Work required: Report the count of lines in the records below that hold the word "Torupdalvej", omitting everything but the number.

Data extracts:
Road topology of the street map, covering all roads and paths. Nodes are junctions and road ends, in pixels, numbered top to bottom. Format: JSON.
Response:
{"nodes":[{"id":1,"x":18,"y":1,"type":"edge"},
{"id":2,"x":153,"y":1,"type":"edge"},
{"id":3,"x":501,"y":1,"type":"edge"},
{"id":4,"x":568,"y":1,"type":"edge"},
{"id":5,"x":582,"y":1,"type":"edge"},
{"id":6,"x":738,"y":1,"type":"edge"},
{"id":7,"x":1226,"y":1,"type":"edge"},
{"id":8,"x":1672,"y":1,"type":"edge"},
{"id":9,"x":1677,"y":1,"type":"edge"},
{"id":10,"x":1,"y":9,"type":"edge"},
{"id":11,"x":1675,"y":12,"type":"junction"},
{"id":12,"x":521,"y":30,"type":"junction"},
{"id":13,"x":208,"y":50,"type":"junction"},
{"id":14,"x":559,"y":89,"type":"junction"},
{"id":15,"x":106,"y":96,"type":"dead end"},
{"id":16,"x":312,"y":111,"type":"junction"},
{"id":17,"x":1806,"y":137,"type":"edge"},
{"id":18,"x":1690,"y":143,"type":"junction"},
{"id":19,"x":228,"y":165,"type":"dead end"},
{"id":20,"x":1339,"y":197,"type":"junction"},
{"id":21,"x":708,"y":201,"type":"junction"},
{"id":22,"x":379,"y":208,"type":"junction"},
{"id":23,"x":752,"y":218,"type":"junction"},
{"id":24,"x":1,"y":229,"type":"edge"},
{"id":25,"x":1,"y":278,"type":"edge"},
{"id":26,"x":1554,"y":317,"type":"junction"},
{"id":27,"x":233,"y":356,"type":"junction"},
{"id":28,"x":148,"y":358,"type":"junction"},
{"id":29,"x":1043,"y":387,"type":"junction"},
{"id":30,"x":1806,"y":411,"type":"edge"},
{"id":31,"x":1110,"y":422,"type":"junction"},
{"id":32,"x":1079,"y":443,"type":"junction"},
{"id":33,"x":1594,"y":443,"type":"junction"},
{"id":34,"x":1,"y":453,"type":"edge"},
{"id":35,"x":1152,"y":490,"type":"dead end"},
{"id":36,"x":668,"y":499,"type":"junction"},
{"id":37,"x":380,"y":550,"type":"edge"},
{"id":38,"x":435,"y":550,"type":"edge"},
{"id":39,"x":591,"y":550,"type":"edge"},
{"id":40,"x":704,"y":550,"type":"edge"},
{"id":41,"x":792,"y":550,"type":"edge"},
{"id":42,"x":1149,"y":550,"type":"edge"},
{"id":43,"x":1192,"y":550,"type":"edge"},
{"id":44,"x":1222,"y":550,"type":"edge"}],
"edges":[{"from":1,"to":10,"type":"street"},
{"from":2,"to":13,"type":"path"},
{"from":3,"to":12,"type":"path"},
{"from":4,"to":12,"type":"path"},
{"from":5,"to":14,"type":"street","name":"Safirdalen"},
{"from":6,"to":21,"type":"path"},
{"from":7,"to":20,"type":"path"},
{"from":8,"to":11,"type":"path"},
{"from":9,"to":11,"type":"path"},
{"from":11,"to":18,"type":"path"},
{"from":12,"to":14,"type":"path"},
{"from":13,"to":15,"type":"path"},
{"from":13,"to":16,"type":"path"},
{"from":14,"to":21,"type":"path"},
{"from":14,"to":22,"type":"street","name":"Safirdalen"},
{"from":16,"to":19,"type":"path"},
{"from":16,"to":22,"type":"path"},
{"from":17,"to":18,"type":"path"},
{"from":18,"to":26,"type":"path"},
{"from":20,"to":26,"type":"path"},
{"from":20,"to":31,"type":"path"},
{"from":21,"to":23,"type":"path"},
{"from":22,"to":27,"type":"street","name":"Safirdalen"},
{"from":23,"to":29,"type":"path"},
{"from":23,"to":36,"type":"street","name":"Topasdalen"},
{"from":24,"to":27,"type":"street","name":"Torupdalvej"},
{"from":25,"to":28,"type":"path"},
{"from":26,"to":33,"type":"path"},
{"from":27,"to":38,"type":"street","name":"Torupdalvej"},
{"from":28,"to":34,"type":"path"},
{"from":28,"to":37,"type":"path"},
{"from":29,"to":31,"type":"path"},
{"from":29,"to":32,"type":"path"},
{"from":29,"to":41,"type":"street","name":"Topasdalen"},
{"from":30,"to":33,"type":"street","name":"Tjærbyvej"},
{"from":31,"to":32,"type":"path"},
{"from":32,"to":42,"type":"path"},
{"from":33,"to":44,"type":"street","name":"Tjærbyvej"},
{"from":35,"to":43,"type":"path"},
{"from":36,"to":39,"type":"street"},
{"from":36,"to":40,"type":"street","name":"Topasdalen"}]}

Reply: 2